*** DATA EXTRACT ***
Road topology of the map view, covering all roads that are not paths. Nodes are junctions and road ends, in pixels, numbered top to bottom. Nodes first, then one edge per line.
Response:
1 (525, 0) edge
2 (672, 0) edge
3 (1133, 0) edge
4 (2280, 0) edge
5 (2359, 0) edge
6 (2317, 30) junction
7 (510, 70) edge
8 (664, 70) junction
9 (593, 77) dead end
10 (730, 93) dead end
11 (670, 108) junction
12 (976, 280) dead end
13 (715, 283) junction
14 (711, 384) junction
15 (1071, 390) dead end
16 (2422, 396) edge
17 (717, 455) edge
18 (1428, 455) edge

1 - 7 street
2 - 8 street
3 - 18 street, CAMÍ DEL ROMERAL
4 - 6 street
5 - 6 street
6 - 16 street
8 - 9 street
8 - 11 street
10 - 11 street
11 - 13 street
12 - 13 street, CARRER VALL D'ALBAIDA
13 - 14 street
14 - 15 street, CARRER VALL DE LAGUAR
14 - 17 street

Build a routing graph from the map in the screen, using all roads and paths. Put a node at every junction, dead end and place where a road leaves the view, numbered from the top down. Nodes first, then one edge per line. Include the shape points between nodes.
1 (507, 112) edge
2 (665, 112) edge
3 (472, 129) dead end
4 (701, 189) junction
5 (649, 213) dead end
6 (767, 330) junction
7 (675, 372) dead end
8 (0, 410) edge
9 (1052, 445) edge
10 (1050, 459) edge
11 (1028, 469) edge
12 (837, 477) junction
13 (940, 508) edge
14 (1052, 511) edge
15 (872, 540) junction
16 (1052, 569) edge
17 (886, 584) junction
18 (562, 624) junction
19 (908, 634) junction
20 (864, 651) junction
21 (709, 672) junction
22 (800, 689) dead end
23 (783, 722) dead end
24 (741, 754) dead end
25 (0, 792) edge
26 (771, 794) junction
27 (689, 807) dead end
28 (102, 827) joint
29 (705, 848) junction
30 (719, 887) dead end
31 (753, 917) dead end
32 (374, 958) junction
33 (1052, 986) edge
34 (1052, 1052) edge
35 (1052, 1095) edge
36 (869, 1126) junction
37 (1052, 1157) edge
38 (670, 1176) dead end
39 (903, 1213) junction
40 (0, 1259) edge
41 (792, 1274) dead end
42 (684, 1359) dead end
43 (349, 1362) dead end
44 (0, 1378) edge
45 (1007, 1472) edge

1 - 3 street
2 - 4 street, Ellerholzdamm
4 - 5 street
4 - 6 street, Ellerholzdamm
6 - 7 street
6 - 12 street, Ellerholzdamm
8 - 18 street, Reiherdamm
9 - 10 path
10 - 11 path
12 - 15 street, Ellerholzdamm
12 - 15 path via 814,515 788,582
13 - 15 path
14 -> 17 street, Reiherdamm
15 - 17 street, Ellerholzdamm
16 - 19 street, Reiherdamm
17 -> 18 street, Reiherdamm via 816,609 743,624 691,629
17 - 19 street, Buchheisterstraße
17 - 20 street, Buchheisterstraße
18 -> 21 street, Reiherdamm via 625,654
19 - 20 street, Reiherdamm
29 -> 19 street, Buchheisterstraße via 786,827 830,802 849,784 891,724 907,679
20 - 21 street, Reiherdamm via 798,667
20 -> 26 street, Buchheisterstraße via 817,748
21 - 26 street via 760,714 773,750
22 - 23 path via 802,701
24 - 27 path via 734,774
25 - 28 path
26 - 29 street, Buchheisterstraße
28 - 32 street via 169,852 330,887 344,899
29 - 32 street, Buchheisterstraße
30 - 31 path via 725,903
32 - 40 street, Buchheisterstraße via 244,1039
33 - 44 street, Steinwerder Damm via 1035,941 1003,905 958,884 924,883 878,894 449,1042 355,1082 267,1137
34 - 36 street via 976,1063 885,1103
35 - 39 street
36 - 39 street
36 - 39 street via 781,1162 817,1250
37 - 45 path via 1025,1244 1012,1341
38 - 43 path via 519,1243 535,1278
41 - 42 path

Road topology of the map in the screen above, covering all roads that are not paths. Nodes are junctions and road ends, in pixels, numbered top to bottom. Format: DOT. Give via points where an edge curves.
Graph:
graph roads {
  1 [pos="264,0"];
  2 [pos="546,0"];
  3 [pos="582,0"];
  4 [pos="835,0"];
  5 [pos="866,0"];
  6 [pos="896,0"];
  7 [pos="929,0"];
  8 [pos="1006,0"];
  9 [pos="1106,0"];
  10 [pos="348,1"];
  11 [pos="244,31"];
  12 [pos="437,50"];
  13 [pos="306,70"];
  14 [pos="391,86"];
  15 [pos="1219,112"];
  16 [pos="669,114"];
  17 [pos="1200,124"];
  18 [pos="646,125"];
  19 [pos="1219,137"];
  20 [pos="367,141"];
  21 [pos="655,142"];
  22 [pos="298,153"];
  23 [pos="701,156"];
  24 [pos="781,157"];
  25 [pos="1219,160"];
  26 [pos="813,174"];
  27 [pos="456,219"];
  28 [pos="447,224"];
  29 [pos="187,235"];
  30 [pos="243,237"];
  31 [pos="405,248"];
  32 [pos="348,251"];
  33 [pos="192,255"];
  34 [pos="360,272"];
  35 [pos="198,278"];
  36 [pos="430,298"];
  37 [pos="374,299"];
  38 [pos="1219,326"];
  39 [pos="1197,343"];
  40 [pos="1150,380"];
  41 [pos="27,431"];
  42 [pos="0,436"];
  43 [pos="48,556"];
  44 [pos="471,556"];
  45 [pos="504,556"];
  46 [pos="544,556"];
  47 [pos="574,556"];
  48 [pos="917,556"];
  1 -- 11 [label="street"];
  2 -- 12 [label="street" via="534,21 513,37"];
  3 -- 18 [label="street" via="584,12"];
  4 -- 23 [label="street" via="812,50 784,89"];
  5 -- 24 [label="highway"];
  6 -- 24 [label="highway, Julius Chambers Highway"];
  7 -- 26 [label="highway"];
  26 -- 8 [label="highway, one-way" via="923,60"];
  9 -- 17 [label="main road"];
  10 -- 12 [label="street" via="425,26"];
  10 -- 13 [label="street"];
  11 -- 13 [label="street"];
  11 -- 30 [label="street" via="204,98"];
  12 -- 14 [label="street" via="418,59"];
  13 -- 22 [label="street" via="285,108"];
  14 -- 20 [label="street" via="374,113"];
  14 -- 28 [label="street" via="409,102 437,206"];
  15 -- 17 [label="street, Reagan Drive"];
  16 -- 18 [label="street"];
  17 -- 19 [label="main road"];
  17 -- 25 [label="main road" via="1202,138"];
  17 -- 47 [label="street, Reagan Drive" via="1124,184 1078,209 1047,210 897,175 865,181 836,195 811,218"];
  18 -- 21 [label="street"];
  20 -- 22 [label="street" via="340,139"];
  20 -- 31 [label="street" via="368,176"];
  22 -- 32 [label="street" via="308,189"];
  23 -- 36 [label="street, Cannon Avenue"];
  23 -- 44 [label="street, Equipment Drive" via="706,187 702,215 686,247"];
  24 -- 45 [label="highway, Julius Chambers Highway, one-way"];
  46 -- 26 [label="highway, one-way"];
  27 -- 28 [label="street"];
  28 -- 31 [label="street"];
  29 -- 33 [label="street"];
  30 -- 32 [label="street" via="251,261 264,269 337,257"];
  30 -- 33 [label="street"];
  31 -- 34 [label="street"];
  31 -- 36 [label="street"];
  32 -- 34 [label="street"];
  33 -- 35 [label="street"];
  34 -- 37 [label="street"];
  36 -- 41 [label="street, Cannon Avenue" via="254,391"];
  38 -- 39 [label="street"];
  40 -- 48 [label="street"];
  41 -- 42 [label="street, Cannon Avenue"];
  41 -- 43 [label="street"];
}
*** End of DATA EXTRACT ***
◆ WHAT IS BEING ASKED
Every record, from the first to the last, should be transcribed exactly.

◆ WRITTEN RESPONSE
Road topology of the map view, covering all roads that are not paths. Nodes are junctions and road ends, in pixels, numbered top to bottom. Nodes first, then one edge per line.
Response:
1 (525, 0) edge
2 (672, 0) edge
3 (1133, 0) edge
4 (2280, 0) edge
5 (2359, 0) edge
6 (2317, 30) junction
7 (510, 70) edge
8 (664, 70) junction
9 (593, 77) dead end
10 (730, 93) dead end
11 (670, 108) junction
12 (976, 280) dead end
13 (715, 283) junction
14 (711, 384) junction
15 (1071, 390) dead end
16 (2422, 396) edge
17 (717, 455) edge
18 (1428, 455) edge

1 - 7 street
2 - 8 street
3 - 18 street, CAMÍ DEL ROMERAL
4 - 6 street
5 - 6 street
6 - 16 street
8 - 9 street
8 - 11 street
10 - 11 street
11 - 13 street
12 - 13 street, CARRER VALL D'ALBAIDA
13 - 14 street
14 - 15 street, CARRER VALL DE LAGUAR
14 - 17 street

Build a routing graph from the map in the screen, using all roads and paths. Put a node at every junction, dead end and place where a road leaves the view, numbered from the top down. Nodes first, then one edge per line. Include the shape points between nodes.
1 (507, 112) edge
2 (665, 112) edge
3 (472, 129) dead end
4 (701, 189) junction
5 (649, 213) dead end
6 (767, 330) junction
7 (675, 372) dead end
8 (0, 410) edge
9 (1052, 445) edge
10 (1050, 459) edge
11 (1028, 469) edge
12 (837, 477) junction
13 (940, 508) edge
14 (1052, 511) edge
15 (872, 540) junction
16 (1052, 569) edge
17 (886, 584) junction
18 (562, 624) junction
19 (908, 634) junction
20 (864, 651) junction
21 (709, 672) junction
22 (800, 689) dead end
23 (783, 722) dead end
24 (741, 754) dead end
25 (0, 792) edge
26 (771, 794) junction
27 (689, 807) dead end
28 (102, 827) joint
29 (705, 848) junction
30 (719, 887) dead end
31 (753, 917) dead end
32 (374, 958) junction
33 (1052, 986) edge
34 (1052, 1052) edge
35 (1052, 1095) edge
36 (869, 1126) junction
37 (1052, 1157) edge
38 (670, 1176) dead end
39 (903, 1213) junction
40 (0, 1259) edge
41 (792, 1274) dead end
42 (684, 1359) dead end
43 (349, 1362) dead end
44 (0, 1378) edge
45 (1007, 1472) edge

1 - 3 street
2 - 4 street, Ellerholzdamm
4 - 5 street
4 - 6 street, Ellerholzdamm
6 - 7 street
6 - 12 street, Ellerholzdamm
8 - 18 street, Reiherdamm
9 - 10 path
10 - 11 path
12 - 15 street, Ellerholzdamm
12 - 15 path via 814,515 788,582
13 - 15 path
14 -> 17 street, Reiherdamm
15 - 17 street, Ellerholzdamm
16 - 19 street, Reiherdamm
17 -> 18 street, Reiherdamm via 816,609 743,624 691,629
17 - 19 street, Buchheisterstraße
17 - 20 street, Buchheisterstraße
18 -> 21 street, Reiherdamm via 625,654
19 - 20 street, Reiherdamm
29 -> 19 street, Buchheisterstraße via 786,827 830,802 849,784 891,724 907,679
20 - 21 street, Reiherdamm via 798,667
20 -> 26 street, Buchheisterstraße via 817,748
21 - 26 street via 760,714 773,750
22 - 23 path via 802,701
24 - 27 path via 734,774
25 - 28 path
26 - 29 street, Buchheisterstraße
28 - 32 street via 169,852 330,887 344,899
29 - 32 street, Buchheisterstraße
30 - 31 path via 725,903
32 - 40 street, Buchheisterstraße via 244,1039
33 - 44 street, Steinwerder Damm via 1035,941 1003,905 958,884 924,883 878,894 449,1042 355,1082 267,1137
34 - 36 street via 976,1063 885,1103
35 - 39 street
36 - 39 street
36 - 39 street via 781,1162 817,1250
37 - 45 path via 1025,1244 1012,1341
38 - 43 path via 519,1243 535,1278
41 - 42 path

Road topology of the map in the screen above, covering all roads that are not paths. Nodes are junctions and road ends, in pixels, numbered top to bottom. Format: DOT. Give via points where an edge curves.
Graph:
graph roads {
  1 [pos="264,0"];
  2 [pos="546,0"];
  3 [pos="582,0"];
  4 [pos="835,0"];
  5 [pos="866,0"];
  6 [pos="896,0"];
  7 [pos="929,0"];
  8 [pos="1006,0"];
  9 [pos="1106,0"];
  10 [pos="348,1"];
  11 [pos="244,31"];
  12 [pos="437,50"];
  13 [pos="306,70"];
  14 [pos="391,86"];
  15 [pos="1219,112"];
  16 [pos="669,114"];
  17 [pos="1200,124"];
  18 [pos="646,125"];
  19 [pos="1219,137"];
  20 [pos="367,141"];
  21 [pos="655,142"];
  22 [pos="298,153"];
  23 [pos="701,156"];
  24 [pos="781,157"];
  25 [pos="1219,160"];
  26 [pos="813,174"];
  27 [pos="456,219"];
  28 [pos="447,224"];
  29 [pos="187,235"];
  30 [pos="243,237"];
  31 [pos="405,248"];
  32 [pos="348,251"];
  33 [pos="192,255"];
  34 [pos="360,272"];
  35 [pos="198,278"];
  36 [pos="430,298"];
  37 [pos="374,299"];
  38 [pos="1219,326"];
  39 [pos="1197,343"];
  40 [pos="1150,380"];
  41 [pos="27,431"];
  42 [pos="0,436"];
  43 [pos="48,556"];
  44 [pos="471,556"];
  45 [pos="504,556"];
  46 [pos="544,556"];
  47 [pos="574,556"];
  48 [pos="917,556"];
  1 -- 11 [label="street"];
  2 -- 12 [label="street" via="534,21 513,37"];
  3 -- 18 [label="street" via="584,12"];
  4 -- 23 [label="street" via="812,50 784,89"];
  5 -- 24 [label="highway"];
  6 -- 24 [label="highway, Julius Chambers Highway"];
  7 -- 26 [label="highway"];
  26 -- 8 [label="highway, one-way" via="923,60"];
  9 -- 17 [label="main road"];
  10 -- 12 [label="street" via="425,26"];
  10 -- 13 [label="street"];
  11 -- 13 [label="street"];
  11 -- 30 [label="street" via="204,98"];
  12 -- 14 [label="street" via="418,59"];
  13 -- 22 [label="street" via="285,108"];
  14 -- 20 [label="street" via="374,113"];
  14 -- 28 [label="street" via="409,102 437,206"];
  15 -- 17 [label="street, Reagan Drive"];
  16 -- 18 [label="street"];
  17 -- 19 [label="main road"];
  17 -- 25 [label="main road" via="1202,138"];
  17 -- 47 [label="street, Reagan Drive" via="1124,184 1078,209 1047,210 897,175 865,181 836,195 811,218"];
  18 -- 21 [label="street"];
  20 -- 22 [label="street" via="340,139"];
  20 -- 31 [label="street" via="368,176"];
  22 -- 32 [label="street" via="308,189"];
  23 -- 36 [label="street, Cannon Avenue"];
  23 -- 44 [label="street, Equipment Drive" via="706,187 702,215 686,247"];
  24 -- 45 [label="highway, Julius Chambers Highway, one-way"];
  46 -- 26 [label="highway, one-way"];
  27 -- 28 [label="street"];
  28 -- 31 [label="street"];
  29 -- 33 [label="street"];
  30 -- 32 [label="street" via="251,261 264,269 337,257"];
  30 -- 33 [label="street"];
  31 -- 34 [label="street"];
  31 -- 36 [label="street"];
  32 -- 34 [label="street"];
  33 -- 35 [label="street"];
  34 -- 37 [label="street"];
  36 -- 41 [label="street, Cannon Avenue" via="254,391"];
  38 -- 39 [label="street"];
  40 -- 48 [label="street"];
  41 -- 42 [label="street, Cannon Avenue"];
  41 -- 43 [label="street"];
}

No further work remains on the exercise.